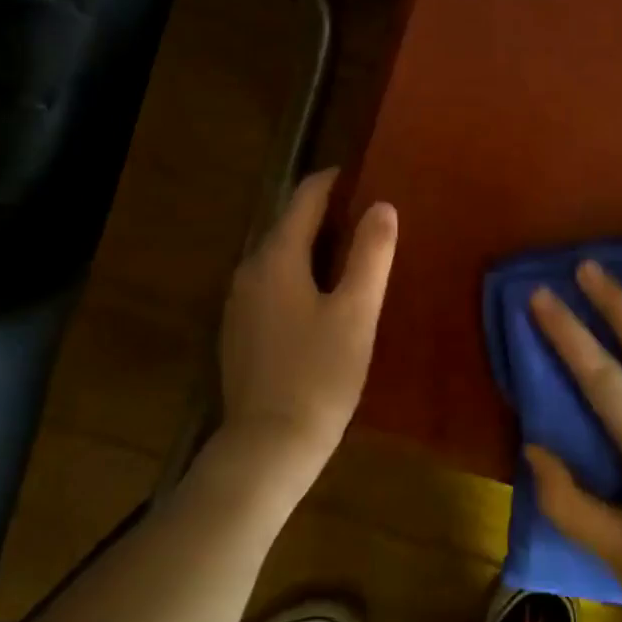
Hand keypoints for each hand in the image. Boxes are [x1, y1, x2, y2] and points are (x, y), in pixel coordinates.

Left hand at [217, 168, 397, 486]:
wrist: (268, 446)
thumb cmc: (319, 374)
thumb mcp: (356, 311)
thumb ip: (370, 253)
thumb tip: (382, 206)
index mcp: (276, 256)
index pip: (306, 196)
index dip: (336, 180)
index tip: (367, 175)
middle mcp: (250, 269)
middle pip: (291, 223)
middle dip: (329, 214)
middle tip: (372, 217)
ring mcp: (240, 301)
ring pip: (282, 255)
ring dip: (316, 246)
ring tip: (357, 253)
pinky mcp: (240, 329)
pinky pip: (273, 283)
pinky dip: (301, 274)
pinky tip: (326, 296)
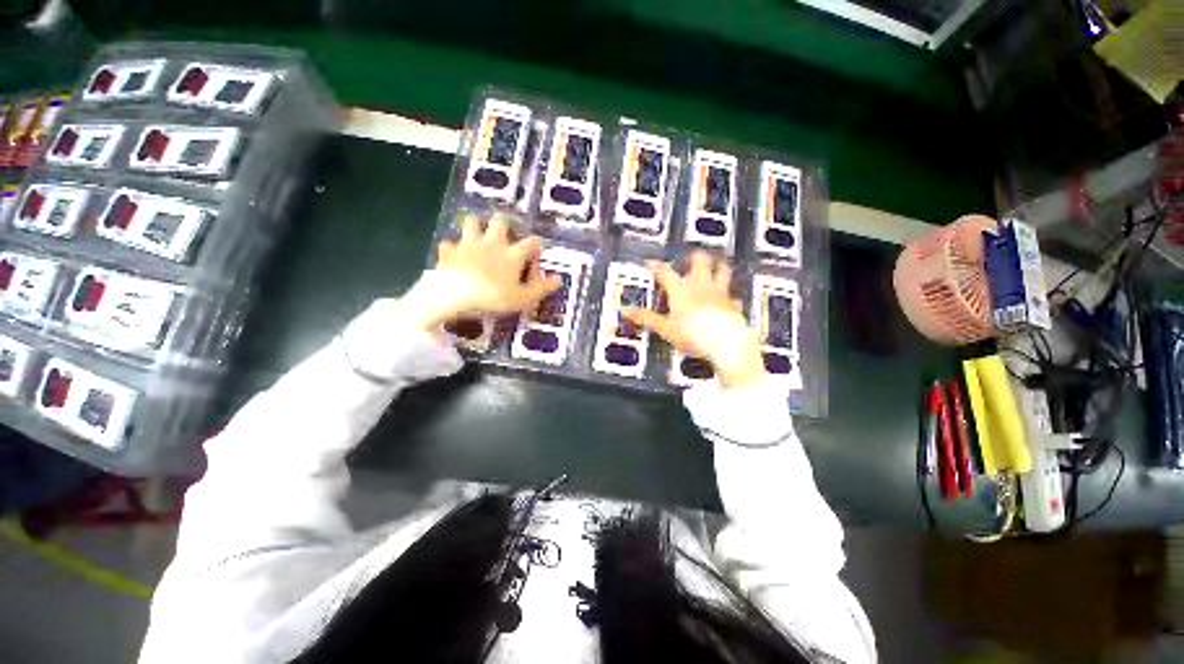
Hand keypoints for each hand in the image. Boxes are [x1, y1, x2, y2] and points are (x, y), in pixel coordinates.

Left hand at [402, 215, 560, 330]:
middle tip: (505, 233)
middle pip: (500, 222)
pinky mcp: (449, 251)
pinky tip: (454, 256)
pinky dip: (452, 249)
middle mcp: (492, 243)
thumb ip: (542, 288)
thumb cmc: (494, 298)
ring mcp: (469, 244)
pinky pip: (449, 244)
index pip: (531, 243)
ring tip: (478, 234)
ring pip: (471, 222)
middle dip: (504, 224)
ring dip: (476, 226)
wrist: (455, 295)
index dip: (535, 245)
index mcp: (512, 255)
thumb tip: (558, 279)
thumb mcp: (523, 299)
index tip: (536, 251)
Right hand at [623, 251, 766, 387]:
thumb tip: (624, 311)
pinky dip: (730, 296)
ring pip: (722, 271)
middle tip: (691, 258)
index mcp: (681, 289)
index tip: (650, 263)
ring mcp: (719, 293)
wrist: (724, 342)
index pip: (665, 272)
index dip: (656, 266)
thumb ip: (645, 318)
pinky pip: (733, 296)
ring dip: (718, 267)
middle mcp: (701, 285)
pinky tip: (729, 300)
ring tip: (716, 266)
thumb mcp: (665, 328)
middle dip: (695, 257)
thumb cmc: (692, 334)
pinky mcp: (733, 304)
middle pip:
◆ ◆ ◆ ◆
▶ ASSIGNED TASK:
The reply should repeat the data in full, exactly as given, and contain no pictures.

▶ PROBLEM SOLUTION:
Hand keypoints for each hand in the image. Boxes are [x1, y1, x2, y2] and points are (x, y), in pixel coordinates.

Left hand at [217, 168, 397, 486]:
wrist: (268, 446)
thumb cmc: (319, 374)
thumb mcp: (356, 311)
thumb ip: (370, 253)
thumb tip: (382, 206)
index mcp: (276, 256)
index pip: (306, 196)
index dip: (336, 180)
index tip: (367, 175)
middle mcp: (250, 269)
middle pip: (291, 223)
middle dip: (329, 214)
middle tip: (372, 217)
ring mcp: (240, 301)
ring pip: (282, 255)
ring dip: (316, 246)
ring tip: (357, 253)
pinky mcp: (240, 329)
pinky pip: (273, 283)
pinky dip: (301, 274)
pinky tip: (326, 296)
Hand keypoints for each hand in the image. Boxes are [x1, y1, x2, y2] and points are (x, y), in pixel coordinates.

Left hand at [402, 215, 560, 330]:
middle tip: (505, 233)
middle pip: (500, 222)
pinky mcp: (449, 251)
pinky tip: (454, 256)
pinky dip: (452, 249)
middle mcp: (492, 243)
thumb ip: (542, 288)
thumb cmc: (494, 298)
ring mcp: (469, 244)
pinky pip: (449, 244)
index pip: (531, 243)
ring tip: (478, 234)
ring pip: (471, 222)
middle dip: (504, 224)
ring dip: (476, 226)
wrist: (455, 295)
index dip: (535, 245)
index mcp: (512, 255)
thumb tip: (558, 279)
thumb mcp: (523, 299)
index tip: (536, 251)
Right hand at [623, 251, 766, 387]:
thumb tip: (624, 311)
pinky dip: (730, 296)
ring pip: (722, 271)
middle tip: (691, 258)
index mcp: (681, 289)
index tip: (650, 263)
ring mcp: (719, 293)
wrist: (724, 342)
index pip: (665, 272)
index dip: (656, 266)
thumb ip: (645, 318)
pinky pip: (733, 296)
ring dip: (718, 267)
middle mcp: (701, 285)
pinky tip: (729, 300)
ring tip: (716, 266)
thumb mcp: (665, 328)
middle dip: (695, 257)
thumb cmc: (692, 334)
pinky mcp: (733, 304)
middle pip:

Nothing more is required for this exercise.